EXERCISE INSTRUCTIONS
Here are some records. Transcribe all of them exactly.

RECORDS TO PROCESS
⟨
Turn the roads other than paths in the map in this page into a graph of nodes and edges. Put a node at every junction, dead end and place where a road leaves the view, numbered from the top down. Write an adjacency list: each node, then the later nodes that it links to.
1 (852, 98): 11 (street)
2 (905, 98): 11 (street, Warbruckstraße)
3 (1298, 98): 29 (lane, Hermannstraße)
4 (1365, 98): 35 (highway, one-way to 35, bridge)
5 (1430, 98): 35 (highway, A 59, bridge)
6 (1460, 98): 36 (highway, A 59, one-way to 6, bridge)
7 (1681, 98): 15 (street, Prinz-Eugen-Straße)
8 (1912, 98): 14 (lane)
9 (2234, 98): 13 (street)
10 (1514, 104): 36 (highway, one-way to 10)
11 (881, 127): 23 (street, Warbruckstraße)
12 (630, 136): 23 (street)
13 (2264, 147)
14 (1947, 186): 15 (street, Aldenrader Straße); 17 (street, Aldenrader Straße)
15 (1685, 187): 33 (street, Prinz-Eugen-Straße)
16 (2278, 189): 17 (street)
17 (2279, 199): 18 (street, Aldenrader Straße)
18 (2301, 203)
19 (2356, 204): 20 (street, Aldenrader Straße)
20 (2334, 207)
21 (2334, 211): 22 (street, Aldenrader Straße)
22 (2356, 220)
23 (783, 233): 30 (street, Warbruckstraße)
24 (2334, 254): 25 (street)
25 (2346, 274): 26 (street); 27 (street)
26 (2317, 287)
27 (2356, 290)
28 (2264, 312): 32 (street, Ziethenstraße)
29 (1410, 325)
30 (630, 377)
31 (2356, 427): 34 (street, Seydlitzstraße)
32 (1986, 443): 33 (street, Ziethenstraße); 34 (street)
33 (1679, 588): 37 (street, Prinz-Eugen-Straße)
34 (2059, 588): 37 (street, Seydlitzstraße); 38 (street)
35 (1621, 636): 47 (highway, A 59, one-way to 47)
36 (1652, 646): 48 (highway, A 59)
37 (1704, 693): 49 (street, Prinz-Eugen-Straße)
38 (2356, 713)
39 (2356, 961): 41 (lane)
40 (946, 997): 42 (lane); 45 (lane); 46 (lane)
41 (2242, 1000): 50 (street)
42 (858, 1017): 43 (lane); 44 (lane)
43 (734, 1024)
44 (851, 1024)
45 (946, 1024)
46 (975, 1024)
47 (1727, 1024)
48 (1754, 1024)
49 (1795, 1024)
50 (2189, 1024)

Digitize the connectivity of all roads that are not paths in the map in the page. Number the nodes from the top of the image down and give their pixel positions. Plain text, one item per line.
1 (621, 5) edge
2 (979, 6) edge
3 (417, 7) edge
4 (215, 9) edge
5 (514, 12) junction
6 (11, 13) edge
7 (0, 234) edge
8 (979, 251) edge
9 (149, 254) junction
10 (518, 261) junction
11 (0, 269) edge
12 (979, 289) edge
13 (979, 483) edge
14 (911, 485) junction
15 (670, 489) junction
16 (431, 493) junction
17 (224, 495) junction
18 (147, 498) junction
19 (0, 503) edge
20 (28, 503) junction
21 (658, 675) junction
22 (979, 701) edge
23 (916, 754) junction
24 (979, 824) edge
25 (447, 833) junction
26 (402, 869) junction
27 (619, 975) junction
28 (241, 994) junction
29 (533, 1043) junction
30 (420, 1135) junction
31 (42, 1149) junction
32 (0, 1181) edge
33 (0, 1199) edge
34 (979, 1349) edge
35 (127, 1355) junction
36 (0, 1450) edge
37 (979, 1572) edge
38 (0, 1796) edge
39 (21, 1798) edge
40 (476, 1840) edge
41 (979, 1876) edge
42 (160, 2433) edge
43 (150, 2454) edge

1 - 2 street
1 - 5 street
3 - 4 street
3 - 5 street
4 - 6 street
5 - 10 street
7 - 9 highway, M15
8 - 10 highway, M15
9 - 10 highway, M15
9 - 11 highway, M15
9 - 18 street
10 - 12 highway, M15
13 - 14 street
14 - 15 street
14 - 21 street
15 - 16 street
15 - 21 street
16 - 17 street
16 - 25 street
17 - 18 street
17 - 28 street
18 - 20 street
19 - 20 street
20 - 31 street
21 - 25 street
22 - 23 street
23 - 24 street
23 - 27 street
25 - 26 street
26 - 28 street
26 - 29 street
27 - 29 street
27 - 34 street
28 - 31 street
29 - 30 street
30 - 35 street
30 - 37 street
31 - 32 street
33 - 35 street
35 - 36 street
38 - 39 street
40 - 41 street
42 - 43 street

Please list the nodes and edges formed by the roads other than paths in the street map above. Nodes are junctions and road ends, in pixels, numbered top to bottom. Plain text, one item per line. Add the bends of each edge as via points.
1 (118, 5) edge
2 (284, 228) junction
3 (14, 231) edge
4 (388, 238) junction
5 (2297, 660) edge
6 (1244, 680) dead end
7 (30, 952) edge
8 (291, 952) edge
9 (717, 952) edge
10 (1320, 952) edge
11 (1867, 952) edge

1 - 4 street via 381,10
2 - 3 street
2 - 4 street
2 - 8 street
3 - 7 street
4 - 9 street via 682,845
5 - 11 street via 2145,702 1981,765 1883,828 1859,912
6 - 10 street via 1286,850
⟩
ANSWER TO THE EXERCISE
Turn the roads other than paths in the map in this page into a graph of nodes and edges. Put a node at every junction, dead end and place where a road leaves the view, numbered from the top down. Write an adjacency list: each node, then the later nodes that it links to.
1 (852, 98): 11 (street)
2 (905, 98): 11 (street, Warbruckstraße)
3 (1298, 98): 29 (lane, Hermannstraße)
4 (1365, 98): 35 (highway, one-way to 35, bridge)
5 (1430, 98): 35 (highway, A 59, bridge)
6 (1460, 98): 36 (highway, A 59, one-way to 6, bridge)
7 (1681, 98): 15 (street, Prinz-Eugen-Straße)
8 (1912, 98): 14 (lane)
9 (2234, 98): 13 (street)
10 (1514, 104): 36 (highway, one-way to 10)
11 (881, 127): 23 (street, Warbruckstraße)
12 (630, 136): 23 (street)
13 (2264, 147)
14 (1947, 186): 15 (street, Aldenrader Straße); 17 (street, Aldenrader Straße)
15 (1685, 187): 33 (street, Prinz-Eugen-Straße)
16 (2278, 189): 17 (street)
17 (2279, 199): 18 (street, Aldenrader Straße)
18 (2301, 203)
19 (2356, 204): 20 (street, Aldenrader Straße)
20 (2334, 207)
21 (2334, 211): 22 (street, Aldenrader Straße)
22 (2356, 220)
23 (783, 233): 30 (street, Warbruckstraße)
24 (2334, 254): 25 (street)
25 (2346, 274): 26 (street); 27 (street)
26 (2317, 287)
27 (2356, 290)
28 (2264, 312): 32 (street, Ziethenstraße)
29 (1410, 325)
30 (630, 377)
31 (2356, 427): 34 (street, Seydlitzstraße)
32 (1986, 443): 33 (street, Ziethenstraße); 34 (street)
33 (1679, 588): 37 (street, Prinz-Eugen-Straße)
34 (2059, 588): 37 (street, Seydlitzstraße); 38 (street)
35 (1621, 636): 47 (highway, A 59, one-way to 47)
36 (1652, 646): 48 (highway, A 59)
37 (1704, 693): 49 (street, Prinz-Eugen-Straße)
38 (2356, 713)
39 (2356, 961): 41 (lane)
40 (946, 997): 42 (lane); 45 (lane); 46 (lane)
41 (2242, 1000): 50 (street)
42 (858, 1017): 43 (lane); 44 (lane)
43 (734, 1024)
44 (851, 1024)
45 (946, 1024)
46 (975, 1024)
47 (1727, 1024)
48 (1754, 1024)
49 (1795, 1024)
50 (2189, 1024)

Digitize the connectivity of all roads that are not paths in the map in the page. Number the nodes from the top of the image down and give their pixel positions. Plain text, one item per line.
1 (621, 5) edge
2 (979, 6) edge
3 (417, 7) edge
4 (215, 9) edge
5 (514, 12) junction
6 (11, 13) edge
7 (0, 234) edge
8 (979, 251) edge
9 (149, 254) junction
10 (518, 261) junction
11 (0, 269) edge
12 (979, 289) edge
13 (979, 483) edge
14 (911, 485) junction
15 (670, 489) junction
16 (431, 493) junction
17 (224, 495) junction
18 (147, 498) junction
19 (0, 503) edge
20 (28, 503) junction
21 (658, 675) junction
22 (979, 701) edge
23 (916, 754) junction
24 (979, 824) edge
25 (447, 833) junction
26 (402, 869) junction
27 (619, 975) junction
28 (241, 994) junction
29 (533, 1043) junction
30 (420, 1135) junction
31 (42, 1149) junction
32 (0, 1181) edge
33 (0, 1199) edge
34 (979, 1349) edge
35 (127, 1355) junction
36 (0, 1450) edge
37 (979, 1572) edge
38 (0, 1796) edge
39 (21, 1798) edge
40 (476, 1840) edge
41 (979, 1876) edge
42 (160, 2433) edge
43 (150, 2454) edge

1 - 2 street
1 - 5 street
3 - 4 street
3 - 5 street
4 - 6 street
5 - 10 street
7 - 9 highway, M15
8 - 10 highway, M15
9 - 10 highway, M15
9 - 11 highway, M15
9 - 18 street
10 - 12 highway, M15
13 - 14 street
14 - 15 street
14 - 21 street
15 - 16 street
15 - 21 street
16 - 17 street
16 - 25 street
17 - 18 street
17 - 28 street
18 - 20 street
19 - 20 street
20 - 31 street
21 - 25 street
22 - 23 street
23 - 24 street
23 - 27 street
25 - 26 street
26 - 28 street
26 - 29 street
27 - 29 street
27 - 34 street
28 - 31 street
29 - 30 street
30 - 35 street
30 - 37 street
31 - 32 street
33 - 35 street
35 - 36 street
38 - 39 street
40 - 41 street
42 - 43 street

Please list the nodes and edges formed by the roads other than paths in the street map above. Nodes are junctions and road ends, in pixels, numbered top to bottom. Plain text, one item per line. Add the bends of each edge as via points.
1 (118, 5) edge
2 (284, 228) junction
3 (14, 231) edge
4 (388, 238) junction
5 (2297, 660) edge
6 (1244, 680) dead end
7 (30, 952) edge
8 (291, 952) edge
9 (717, 952) edge
10 (1320, 952) edge
11 (1867, 952) edge

1 - 4 street via 381,10
2 - 3 street
2 - 4 street
2 - 8 street
3 - 7 street
4 - 9 street via 682,845
5 - 11 street via 2145,702 1981,765 1883,828 1859,912
6 - 10 street via 1286,850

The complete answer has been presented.